Orson was clearly a head-case (soon rocketing from placid to vicious at no provocation) but despite all the dog’s issues, Katz doted on Orson, and believes that Orson loved him back. The dog always stayed within inches of him, riding in the car with his head on Katz’s shoulder, lying on his feet when Katz was writing. Katz was determined to help his dog, regularly visiting a holistic vet for acupuncture treatments and warily establishing a relationship with a shamanic healer. But poor Orson spiraled down and down until he attacked three different people in separate instances, injuring two of them quite badly.

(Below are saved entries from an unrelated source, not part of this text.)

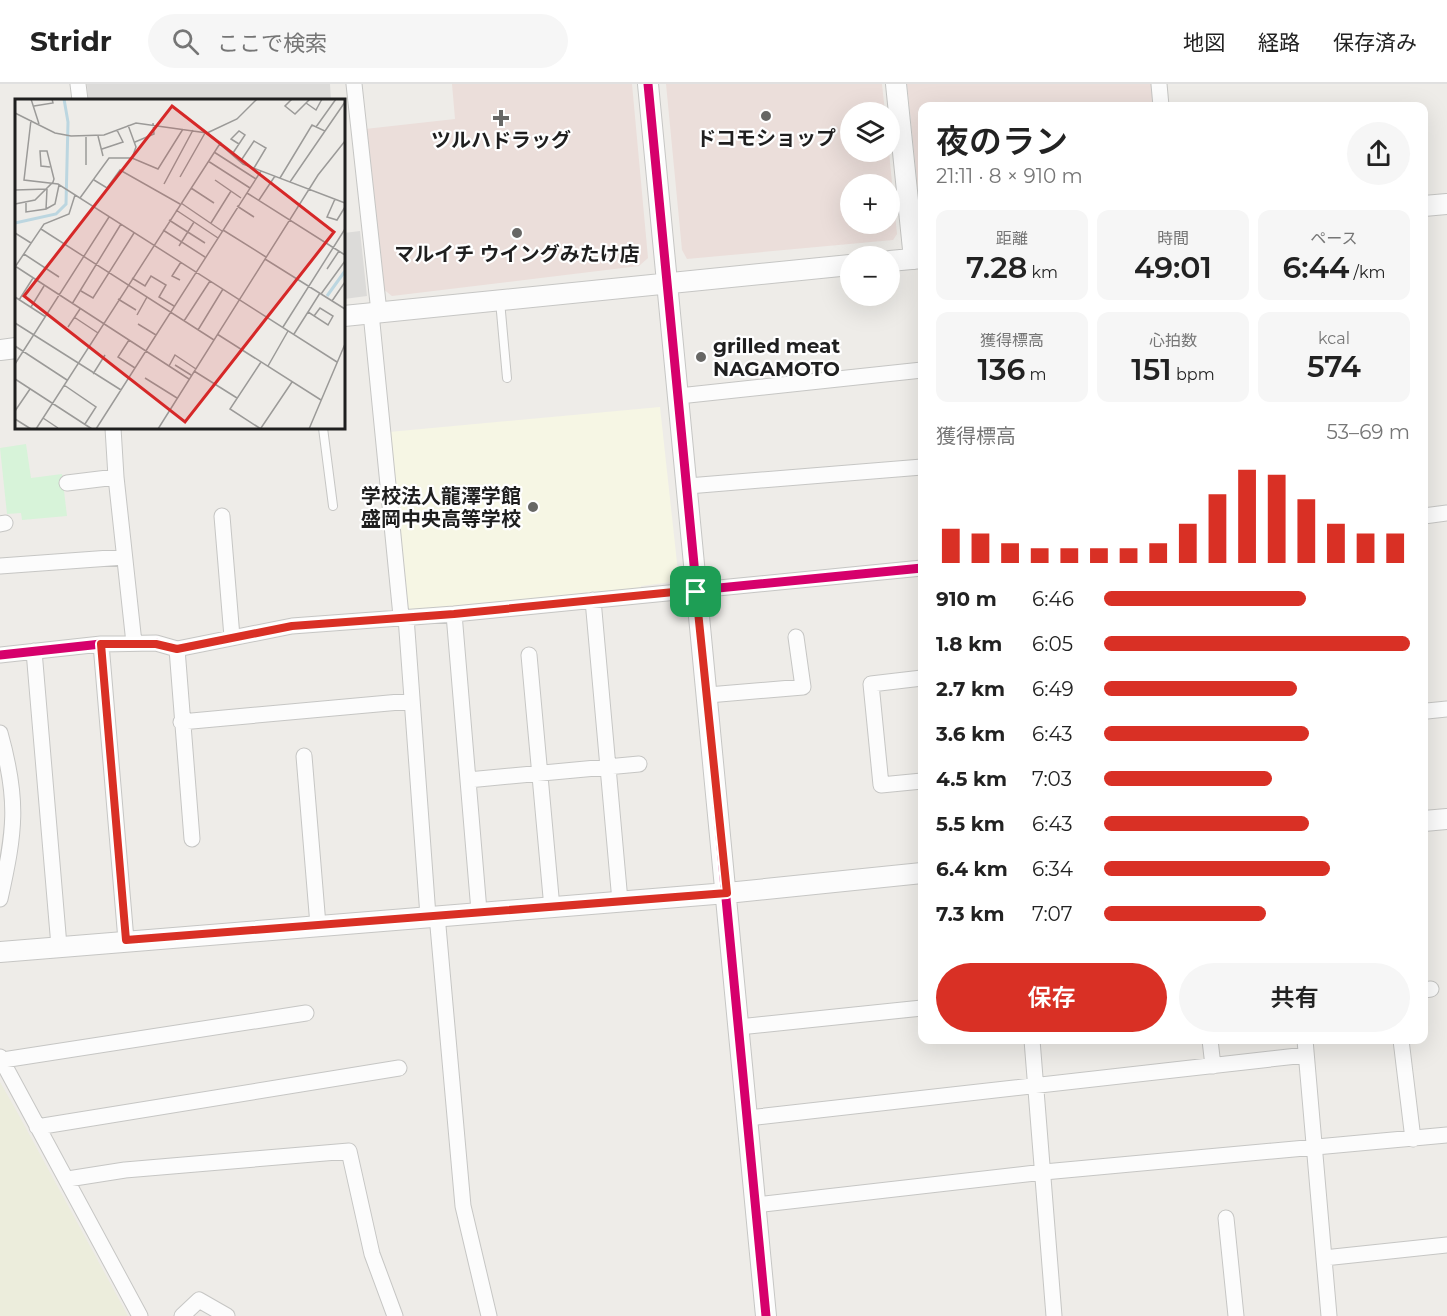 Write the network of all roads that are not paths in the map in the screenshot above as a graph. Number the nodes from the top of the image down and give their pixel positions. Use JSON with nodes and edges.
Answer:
{"nodes":[{"id":1,"x":78,"y":84,"type":"edge"},
{"id":2,"x":354,"y":84,"type":"edge"},
{"id":3,"x":648,"y":84,"type":"edge"},
{"id":4,"x":896,"y":84,"type":"edge"},
{"id":5,"x":1158,"y":84,"type":"edge"},
{"id":6,"x":80,"y":99,"type":"edge"},
{"id":7,"x":1160,"y":102,"type":"edge"},
{"id":8,"x":1447,"y":204,"type":"edge"},
{"id":9,"x":1428,"y":206,"type":"edge"},
{"id":10,"x":918,"y":258,"type":"edge"},
{"id":11,"x":900,"y":260,"type":"edge"},
{"id":12,"x":840,"y":266,"type":"edge"},
{"id":13,"x":666,"y":281,"type":"junction"},
{"id":14,"x":500,"y":299,"type":"junction"},
{"id":15,"x":375,"y":313,"type":"junction"},
{"id":16,"x":345,"y":316,"type":"edge"},
{"id":17,"x":15,"y":348,"type":"edge"},
{"id":18,"x":0,"y":350,"type":"edge"},
{"id":19,"x":918,"y":370,"type":"edge"},
{"id":20,"x":507,"y":378,"type":"dead end"},
{"id":21,"x":679,"y":396,"type":"junction"},
{"id":22,"x":113,"y":429,"type":"edge"},
{"id":23,"x":323,"y":429,"type":"edge"},
{"id":24,"x":918,"y":467,"type":"edge"},
{"id":25,"x":116,"y":477,"type":"junction"},
{"id":26,"x":67,"y":483,"type":"dead end"},
{"id":27,"x":688,"y":486,"type":"junction"},
{"id":28,"x":333,"y":506,"type":"dead end"},
{"id":29,"x":1447,"y":513,"type":"edge"},
{"id":30,"x":1428,"y":515,"type":"edge"},
{"id":31,"x":222,"y":516,"type":"dead end"},
{"id":32,"x":124,"y":557,"type":"junction"},
{"id":33,"x":0,"y":566,"type":"edge"},
{"id":34,"x":918,"y":568,"type":"edge"},
{"id":35,"x":696,"y":592,"type":"junction"},
{"id":36,"x":594,"y":600,"type":"junction"},
{"id":37,"x":454,"y":614,"type":"junction"},
{"id":38,"x":404,"y":617,"type":"junction"},
{"id":39,"x":232,"y":637,"type":"junction"},
{"id":40,"x":796,"y":637,"type":"dead end"},
{"id":41,"x":134,"y":643,"type":"junction"},
{"id":42,"x":101,"y":644,"type":"junction"},
{"id":43,"x":177,"y":649,"type":"junction"},
{"id":44,"x":34,"y":651,"type":"junction"},
{"id":45,"x":0,"y":654,"type":"edge"},
{"id":46,"x":529,"y":655,"type":"dead end"},
{"id":47,"x":918,"y":678,"type":"edge"},
{"id":48,"x":708,"y":695,"type":"junction"},
{"id":49,"x":411,"y":701,"type":"junction"},
{"id":50,"x":1447,"y":709,"type":"edge"},
{"id":51,"x":1428,"y":711,"type":"edge"},
{"id":52,"x":181,"y":722,"type":"junction"},
{"id":53,"x":0,"y":733,"type":"edge"},
{"id":54,"x":304,"y":756,"type":"dead end"},
{"id":55,"x":639,"y":764,"type":"dead end"},
{"id":56,"x":607,"y":768,"type":"junction"},
{"id":57,"x":538,"y":774,"type":"junction"},
{"id":58,"x":468,"y":780,"type":"junction"},
{"id":59,"x":918,"y":781,"type":"edge"},
{"id":60,"x":6,"y":788,"type":"edge"},
{"id":61,"x":1447,"y":819,"type":"edge"},
{"id":62,"x":1428,"y":821,"type":"edge"},
{"id":63,"x":192,"y":839,"type":"dead end"},
{"id":64,"x":5,"y":852,"type":"edge"},
{"id":65,"x":918,"y":873,"type":"edge"},
{"id":66,"x":727,"y":893,"type":"junction"},
{"id":67,"x":0,"y":899,"type":"edge"},
{"id":68,"x":620,"y":901,"type":"junction"},
{"id":69,"x":552,"y":908,"type":"junction"},
{"id":70,"x":479,"y":911,"type":"junction"},
{"id":71,"x":432,"y":915,"type":"junction"},
{"id":72,"x":318,"y":926,"type":"junction"},
{"id":73,"x":126,"y":940,"type":"junction"},
{"id":74,"x":59,"y":946,"type":"junction"},
{"id":75,"x":0,"y":952,"type":"edge"},
{"id":76,"x":918,"y":1008,"type":"edge"},
{"id":77,"x":306,"y":1013,"type":"dead end"},
{"id":78,"x":739,"y":1027,"type":"junction"},
{"id":79,"x":1032,"y":1044,"type":"edge"},
{"id":80,"x":1210,"y":1044,"type":"edge"},
{"id":81,"x":1401,"y":1044,"type":"edge"},
{"id":82,"x":1305,"y":1047,"type":"edge"},
{"id":83,"x":1,"y":1058,"type":"edge"},
{"id":84,"x":1213,"y":1066,"type":"junction"},
{"id":85,"x":399,"y":1068,"type":"dead end"},
{"id":86,"x":1036,"y":1086,"type":"junction"},
{"id":87,"x":748,"y":1118,"type":"junction"},
{"id":88,"x":37,"y":1127,"type":"junction"},
{"id":89,"x":1447,"y":1135,"type":"edge"},
{"id":90,"x":1413,"y":1139,"type":"junction"},
{"id":91,"x":1316,"y":1148,"type":"junction"},
{"id":92,"x":1044,"y":1172,"type":"junction"},
{"id":93,"x":68,"y":1179,"type":"junction"},
{"id":94,"x":756,"y":1205,"type":"junction"},
{"id":95,"x":1226,"y":1218,"type":"dead end"},
{"id":96,"x":1447,"y":1245,"type":"edge"},
{"id":97,"x":1324,"y":1258,"type":"junction"},
{"id":98,"x":392,"y":1315,"type":"edge"},
{"id":99,"x":140,"y":1316,"type":"edge"},
{"id":100,"x":182,"y":1316,"type":"edge"},
{"id":101,"x":227,"y":1316,"type":"edge"},
{"id":102,"x":489,"y":1316,"type":"edge"},
{"id":103,"x":766,"y":1316,"type":"edge"},
{"id":104,"x":1054,"y":1316,"type":"edge"},
{"id":105,"x":1236,"y":1316,"type":"edge"},
{"id":106,"x":1329,"y":1316,"type":"edge"}],
"edges":[{"from":1,"to":6,"type":"street"},
{"from":2,"to":15,"type":"street"},
{"from":3,"to":13,"type":"street"},
{"from":4,"to":10,"type":"street"},
{"from":5,"to":7,"type":"street"},
{"from":8,"to":9,"type":"street"},
{"from":10,"to":11,"type":"street"},
{"from":12,"to":13,"type":"street"},
{"from":13,"to":14,"type":"street"},
{"from":13,"to":21,"type":"street"},
{"from":14,"to":15,"type":"street"},
{"from":14,"to":20,"type":"lane"},
{"from":15,"to":16,"type":"street"},
{"from":15,"to":38,"type":"street"},
{"from":17,"to":18,"type":"street"},
{"from":19,"to":21,"type":"street"},
{"from":21,"to":27,"type":"street"},
{"from":22,"to":25,"type":"street"},
{"from":23,"to":28,"type":"lane"},
{"from":24,"to":27,"type":"street"},
{"from":25,"to":26,"type":"street"},
{"from":25,"to":32,"type":"street"},
{"from":27,"to":35,"type":"street"},
{"from":29,"to":30,"type":"street"},
{"from":31,"to":39,"type":"street"},
{"from":32,"to":33,"type":"street"},
{"from":32,"to":41,"type":"street"},
{"from":34,"to":35,"type":"street"},
{"from":35,"to":36,"type":"street"},
{"from":35,"to":48,"type":"street"},
{"from":36,"to":37,"type":"street"},
{"from":36,"to":56,"type":"street"},
{"from":37,"to":38,"type":"street"},
{"from":37,"to":58,"type":"street"},
{"from":38,"to":39,"type":"street"},
{"from":38,"to":49,"type":"street"},
{"from":39,"to":43,"type":"street"},
{"from":40,"to":48,"type":"street"},
{"from":41,"to":42,"type":"street"},
{"from":41,"to":43,"type":"street"},
{"from":42,"to":44,"type":"street"},
{"from":42,"to":73,"type":"street"},
{"from":43,"to":52,"type":"street"},
{"from":44,"to":45,"type":"street"},
{"from":44,"to":74,"type":"street"},
{"from":46,"to":57,"type":"street"},
{"from":47,"to":59,"type":"street"},
{"from":48,"to":66,"type":"street"},
{"from":49,"to":52,"type":"street"},
{"from":49,"to":71,"type":"street"},
{"from":50,"to":51,"type":"street"},
{"from":52,"to":63,"type":"street"},
{"from":53,"to":60,"type":"street"},
{"from":54,"to":72,"type":"street"},
{"from":55,"to":56,"type":"street"},
{"from":56,"to":57,"type":"street"},
{"from":56,"to":68,"type":"street"},
{"from":57,"to":58,"type":"street"},
{"from":57,"to":69,"type":"street"},
{"from":58,"to":70,"type":"street"},
{"from":60,"to":64,"type":"street"},
{"from":61,"to":62,"type":"street"},
{"from":64,"to":67,"type":"street"},
{"from":65,"to":66,"type":"street"},
{"from":66,"to":68,"type":"street"},
{"from":66,"to":78,"type":"street"},
{"from":68,"to":69,"type":"street"},
{"from":69,"to":70,"type":"street"},
{"from":70,"to":71,"type":"street"},
{"from":71,"to":72,"type":"street"},
{"from":71,"to":102,"type":"street"},
{"from":72,"to":73,"type":"street"},
{"from":73,"to":74,"type":"street"},
{"from":74,"to":75,"type":"street"},
{"from":76,"to":78,"type":"street"},
{"from":77,"to":83,"type":"street"},
{"from":78,"to":87,"type":"street"},
{"from":79,"to":86,"type":"street"},
{"from":80,"to":84,"type":"street"},
{"from":81,"to":90,"type":"street"},
{"from":82,"to":84,"type":"street"},
{"from":82,"to":91,"type":"street"},
{"from":83,"to":88,"type":"street"},
{"from":84,"to":86,"type":"street"},
{"from":85,"to":88,"type":"street"},
{"from":86,"to":87,"type":"street"},
{"from":86,"to":92,"type":"street"},
{"from":87,"to":94,"type":"street"},
{"from":88,"to":93,"type":"street"},
{"from":89,"to":90,"type":"street"},
{"from":90,"to":91,"type":"street"},
{"from":91,"to":92,"type":"street"},
{"from":91,"to":97,"type":"street"},
{"from":92,"to":94,"type":"street"},
{"from":92,"to":104,"type":"street"},
{"from":93,"to":98,"type":"street"},
{"from":93,"to":99,"type":"street"},
{"from":94,"to":103,"type":"street"},
{"from":95,"to":105,"type":"street"},
{"from":96,"to":97,"type":"street"},
{"from":97,"to":106,"type":"street"},
{"from":100,"to":101,"type":"street"}]}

Katz knew he had three choices: give Orson away to someone else who had less contact with people than he did; keep Orson a virtual prisoner, secluded from all other people and dogs; or put the poor boy down. Although none of the victims ever asked him to do so (and, in fact, many of his friends told him not to), a heartbroken Katz made the hardest, most horrible decision a dog owner will have to make, feeling he’d failed his dear, troubled friend. Afterwards, Katz went into a deep depression for months, kept going only by his other two dogs, until he finally decided to write Orson’s story.
Katz’s writing is clear and visual, unsentimental and yet affectionate. It’s a quick read and each chapter starts with lovely black and white photographs of Katz’s dogs and other farm animals. He writes in the afterword, marveling a little bit, that the reading public had strong reactions to this book, not out of concern for the three people Orson bit, but because he put a healthy dog down. Some of the responses were outrage but more often it was sympathy and sad understanding. It must have been an extremely difficult story for Katz to tell, and he says he did the best he could for his dog, feeling “secure, if not happy, with his actions.”
A Good Dog struck very close to home for me. I’ve had to put one dog down, a golden retriever who was suffering with cancer in his foreleg, and while it was terribly sad, we had no other choice since he was in such pain. Currently, we own a dog with her own issues, having been adopted as a stray when she was around three years old. We have to manage her, making certain not to put her in situations where she’ll fail. Becky does not like other dogs, children make her nervous and she is intensely motivated by food – all things that impose restrictions on our life with her - and yet alone at home with us, she is gentle and goofy and loving.
I mentioned that I don’t usually read non-fiction at the start of this review. Well, I definitely don’t read non-fiction that makes me cry and yet there I was, finishing A Good Dog on a recent plane trip to Utah, tears pouring down my face. In fact, as I’ve been writing this review, I started crying again. I very much identify with Katz and hope that the decision he had to make is one I never will.